Le 21 février 2008, à la demande
des syndiqués du dépôt de Narbonne, une
réunion a été organisée par
la fédération.
Étaient présents à
cette réunion :
- 7 syndiqués du dépôt
de Narbonne, dont le représentant syndical CGT, Bernard
PETRAC ;
- le représentant syndical CGT du
dépôt de Montpellier, Gilles CHUZEVILLE-HENRY ;
- a secrétaire du syndicat CGT du
dépôt de Tarbes, Yolande GUINLE ;
- Pascal LE BOULCH pour représenter la
Filpac-Cgt.
Nous avions également invité les camarades du
dépôt de Carcassonne à
participer à cette réunion. Mais, alors
qu’ils avaient paru intéressés
dans un premier temps (surtout quand ils ont appris les meilleures
conditions de rémunération obtenues par le
collectif CGT du dépôt de
Narbonne), ils ont préféré finalement
décliner l’invitation.

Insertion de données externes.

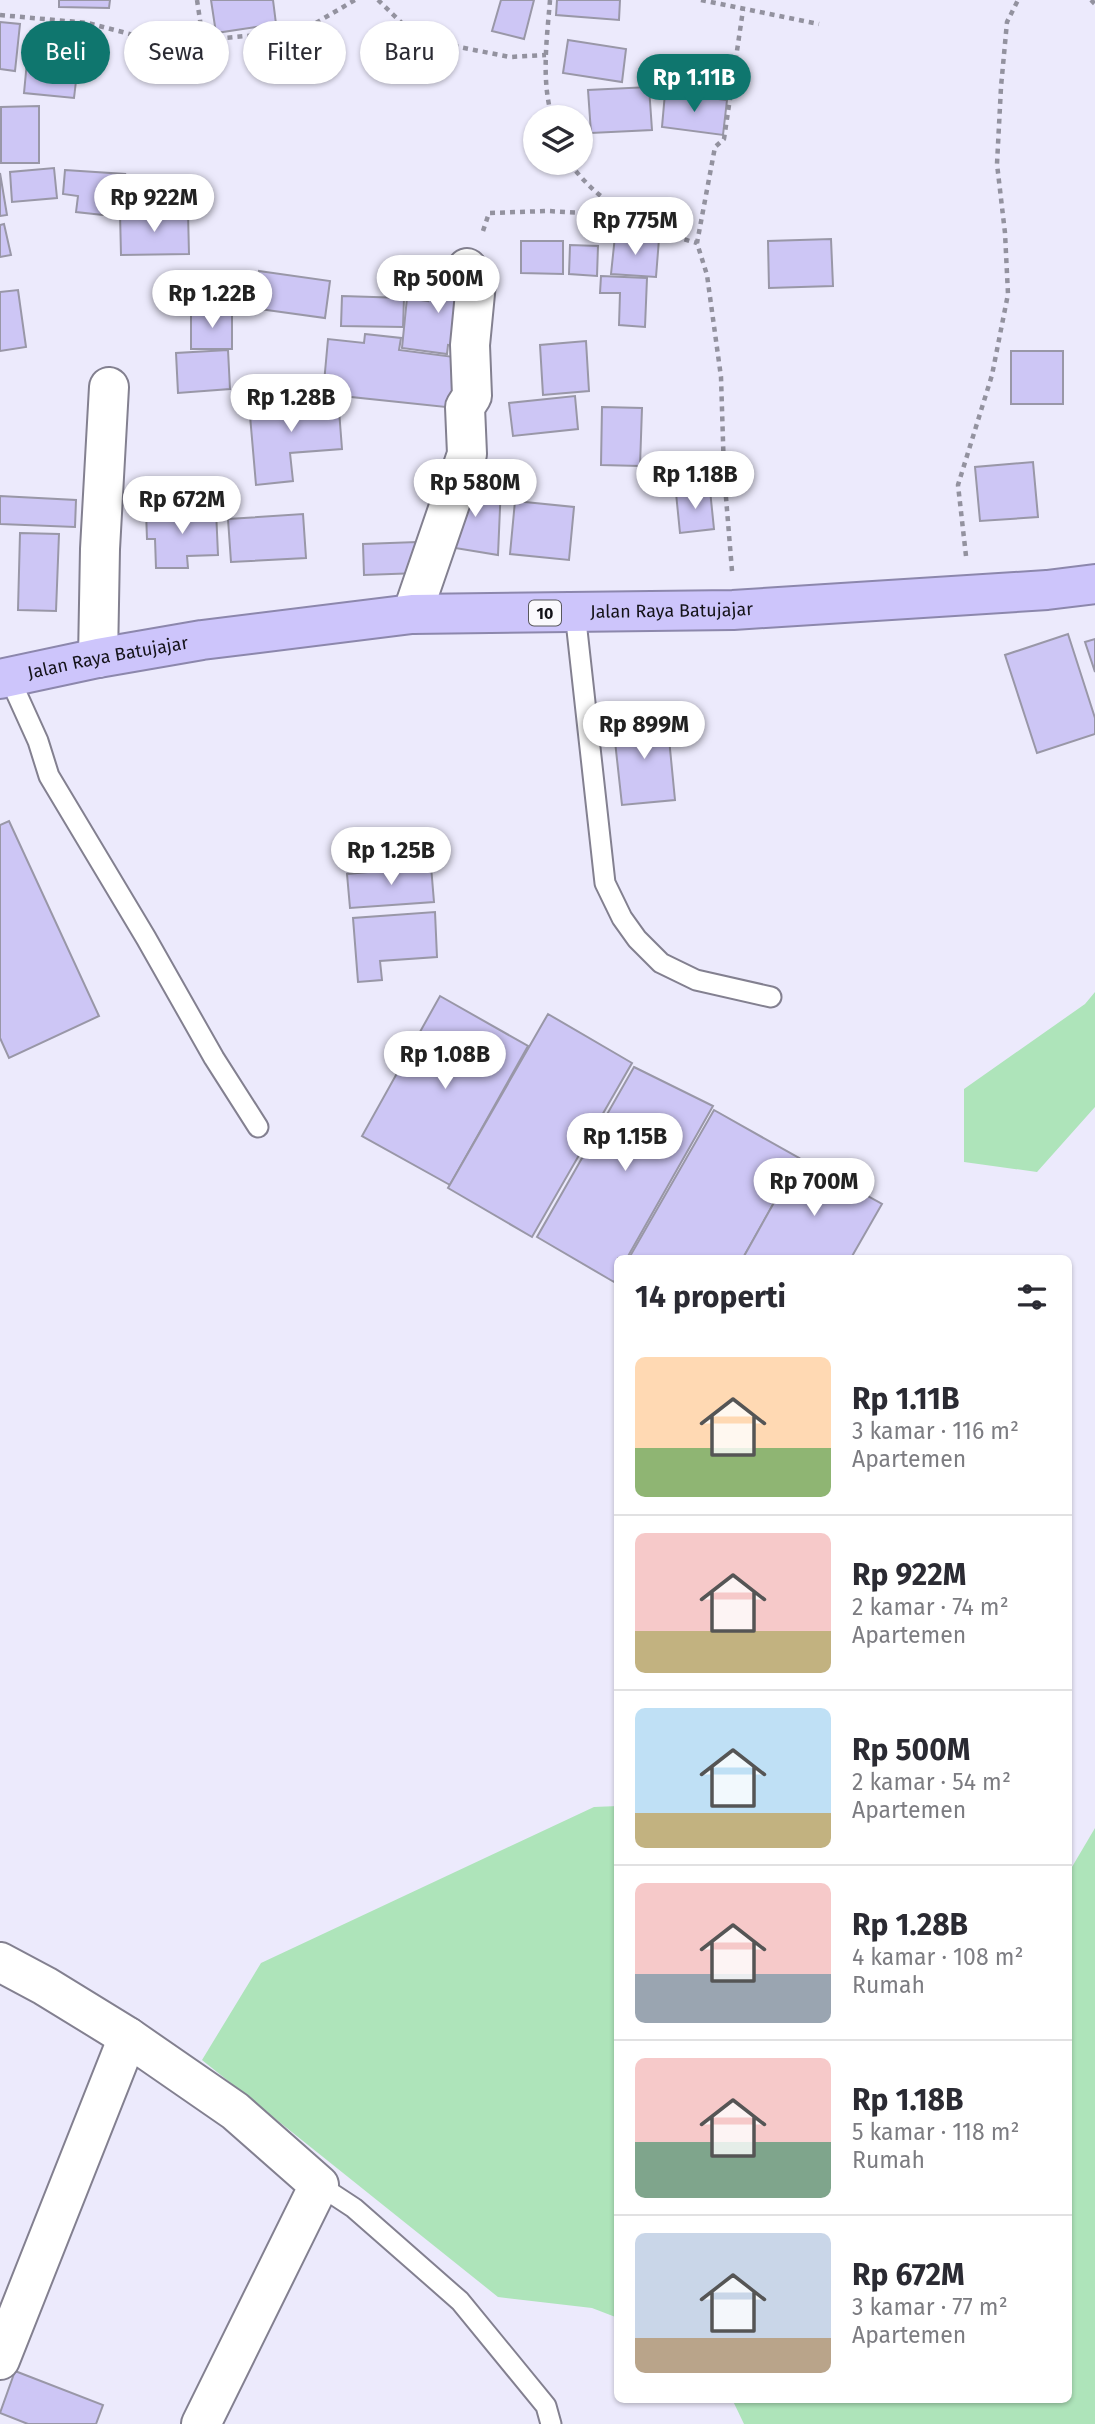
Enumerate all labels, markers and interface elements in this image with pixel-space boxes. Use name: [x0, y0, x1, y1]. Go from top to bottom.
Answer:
chip: Beli: [21, 21, 110, 84]
chip: Sewa: [124, 21, 229, 84]
chip: Filter: [243, 21, 346, 84]
chip: Baru: [360, 21, 459, 84]
pin: Rp 1.11B: [622, 54, 766, 114]
text: Rp 1.11B: [653, 63, 735, 91]
map controls: [523, 105, 593, 175]
button: layers: [523, 105, 593, 175]
pin: Rp 922M: [89, 174, 219, 234]
text: Rp 922M: [110, 183, 198, 211]
pin: Rp 775M: [570, 198, 700, 257]
text: Rp 775M: [592, 206, 678, 234]
pin: Rp 500M: [373, 256, 503, 315]
text: Rp 500M: [393, 264, 483, 292]
pin: Rp 1.22B: [140, 270, 284, 330]
text: Rp 1.22B: [168, 279, 256, 307]
pin: Rp 1.28B: [219, 374, 363, 434]
text: Rp 1.28B: [246, 383, 336, 411]
pin: Rp 1.18B: [623, 452, 767, 511]
pin: Rp 580M: [410, 460, 540, 519]
text: Rp 1.18B: [652, 460, 738, 488]
text: Rp 580M: [430, 468, 520, 496]
pin: Rp 672M: [117, 476, 247, 536]
text: Rp 672M: [139, 485, 225, 513]
street label: Jalan Raya Batujajar: [590, 598, 754, 623]
road number: 10: [529, 600, 561, 626]
street label: Jalan Raya Batujajar: [26, 632, 190, 684]
pin: Rp 899M: [579, 702, 709, 761]
text: Rp 899M: [599, 710, 689, 738]
pin: Rp 1.25B: [319, 828, 463, 887]
text: Rp 1.25B: [347, 836, 435, 864]
pin: Rp 1.08B: [373, 1032, 517, 1091]
text: Rp 1.08B: [400, 1040, 490, 1068]
pin: Rp 1.15B: [553, 1114, 697, 1173]
text: Rp 1.15B: [583, 1122, 667, 1150]
pin: Rp 700M: [749, 1158, 879, 1218]
text: Rp 700M: [770, 1167, 858, 1195]
icon: filters: [1013, 1278, 1051, 1316]
text: 14 properti: [635, 1279, 786, 1315]
text: Rp 1.11B: [852, 1381, 959, 1417]
icon: home: [691, 1385, 775, 1469]
text: 3 kamar · 116 m²: [852, 1417, 1019, 1445]
text: Apartemen: [852, 1445, 966, 1473]
text: Rp 922M: [852, 1557, 966, 1593]
icon: home: [691, 1561, 775, 1645]
text: 2 kamar · 74 m²: [852, 1593, 1009, 1621]
text: Apartemen: [852, 1621, 966, 1649]
text: Rp 500M: [852, 1732, 970, 1768]
icon: home: [691, 1736, 775, 1820]
text: 2 kamar · 54 m²: [852, 1768, 1011, 1796]
text: Apartemen: [852, 1796, 966, 1824]
text: Rp 1.28B: [852, 1907, 968, 1943]
icon: home: [691, 1911, 775, 1995]
text: 4 kamar · 108 m²: [852, 1943, 1023, 1971]
text: Rumah: [852, 1971, 925, 1999]
text: Rp 1.18B: [852, 2082, 964, 2118]
icon: home: [691, 2086, 775, 2170]
text: 5 kamar · 118 m²: [852, 2118, 1020, 2146]
text: Rumah: [852, 2146, 925, 2174]
text: Rp 672M: [852, 2257, 965, 2293]
icon: home: [691, 2261, 775, 2345]
text: 3 kamar · 77 m²: [852, 2293, 1008, 2321]
text: Apartemen: [852, 2321, 966, 2349]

Peut-être
pensent-ils être à l’abri des
conséquences du rattachement
Narbonne/Carcassonne puisque le dépôt de
Carcassonne est censé être le
dépôt « rattacheur » ?
Au cours de la
réunion, les camarades
de Narbonne, dont le dépôt devrait être
rattaché en 2009, ont exprimé
leurs inquiétudes sur leurs conditions de reprise dans le
nouveau
dépôt, celui-ci devant être construit
à Lézignan. Comme tous les
salariés du niveau 2 confrontés aux rattachements
de dépôts programmés
par les NMPP dans le cadre de leur « Défi 2010
», ils constatent que la
question sociale n’est jamais abordée et
qu’aucune négociation ne
s’ouvre avec la Filpac-Cgt pour accompagner ces rattachements.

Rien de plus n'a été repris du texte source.